## Activity
Only the number is needed. Please count the lines below in which the word "roads" occurs.

## Provided data
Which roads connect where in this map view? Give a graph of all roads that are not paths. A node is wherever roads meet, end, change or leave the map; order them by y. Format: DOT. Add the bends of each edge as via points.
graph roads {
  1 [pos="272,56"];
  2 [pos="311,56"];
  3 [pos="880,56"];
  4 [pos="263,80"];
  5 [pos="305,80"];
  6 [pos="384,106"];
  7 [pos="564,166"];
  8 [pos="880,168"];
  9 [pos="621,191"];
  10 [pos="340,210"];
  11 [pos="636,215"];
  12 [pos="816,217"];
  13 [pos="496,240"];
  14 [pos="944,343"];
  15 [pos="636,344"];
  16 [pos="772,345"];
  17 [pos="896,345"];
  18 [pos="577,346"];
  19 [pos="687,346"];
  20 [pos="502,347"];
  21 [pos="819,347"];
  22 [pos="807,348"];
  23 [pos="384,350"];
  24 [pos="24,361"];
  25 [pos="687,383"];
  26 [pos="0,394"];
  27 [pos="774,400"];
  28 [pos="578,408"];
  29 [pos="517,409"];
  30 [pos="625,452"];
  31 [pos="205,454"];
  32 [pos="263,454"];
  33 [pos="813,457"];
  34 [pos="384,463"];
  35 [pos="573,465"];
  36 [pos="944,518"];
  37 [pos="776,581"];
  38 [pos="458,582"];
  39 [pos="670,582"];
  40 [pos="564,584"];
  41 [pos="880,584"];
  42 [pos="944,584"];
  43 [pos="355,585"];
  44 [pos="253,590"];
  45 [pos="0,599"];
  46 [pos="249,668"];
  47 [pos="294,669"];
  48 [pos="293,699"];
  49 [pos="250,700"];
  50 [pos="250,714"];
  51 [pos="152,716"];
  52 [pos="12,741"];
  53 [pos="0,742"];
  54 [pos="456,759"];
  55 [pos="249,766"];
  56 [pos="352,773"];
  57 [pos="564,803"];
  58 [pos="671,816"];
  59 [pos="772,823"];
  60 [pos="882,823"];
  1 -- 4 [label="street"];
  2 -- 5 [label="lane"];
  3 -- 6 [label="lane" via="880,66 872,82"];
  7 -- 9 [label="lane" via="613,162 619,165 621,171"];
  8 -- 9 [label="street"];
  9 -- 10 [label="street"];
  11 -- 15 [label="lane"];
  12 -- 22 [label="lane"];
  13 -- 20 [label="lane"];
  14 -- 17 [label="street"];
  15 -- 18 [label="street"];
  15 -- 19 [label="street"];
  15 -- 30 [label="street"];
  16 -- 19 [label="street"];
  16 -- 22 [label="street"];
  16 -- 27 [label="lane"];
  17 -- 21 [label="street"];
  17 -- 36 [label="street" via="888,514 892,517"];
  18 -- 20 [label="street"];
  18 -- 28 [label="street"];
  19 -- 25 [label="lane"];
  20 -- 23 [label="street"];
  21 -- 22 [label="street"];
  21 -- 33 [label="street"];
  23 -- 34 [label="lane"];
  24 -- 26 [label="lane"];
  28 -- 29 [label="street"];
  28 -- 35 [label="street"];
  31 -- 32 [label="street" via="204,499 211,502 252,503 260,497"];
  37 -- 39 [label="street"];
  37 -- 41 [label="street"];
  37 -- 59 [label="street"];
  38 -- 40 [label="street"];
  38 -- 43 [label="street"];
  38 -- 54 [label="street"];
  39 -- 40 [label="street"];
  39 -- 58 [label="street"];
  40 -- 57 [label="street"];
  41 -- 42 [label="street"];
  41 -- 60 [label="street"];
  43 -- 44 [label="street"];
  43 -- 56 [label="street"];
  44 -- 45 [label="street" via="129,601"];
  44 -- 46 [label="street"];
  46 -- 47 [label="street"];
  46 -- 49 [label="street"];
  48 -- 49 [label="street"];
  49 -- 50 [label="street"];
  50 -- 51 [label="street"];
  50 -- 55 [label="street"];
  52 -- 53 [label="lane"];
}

## Solution to this task
2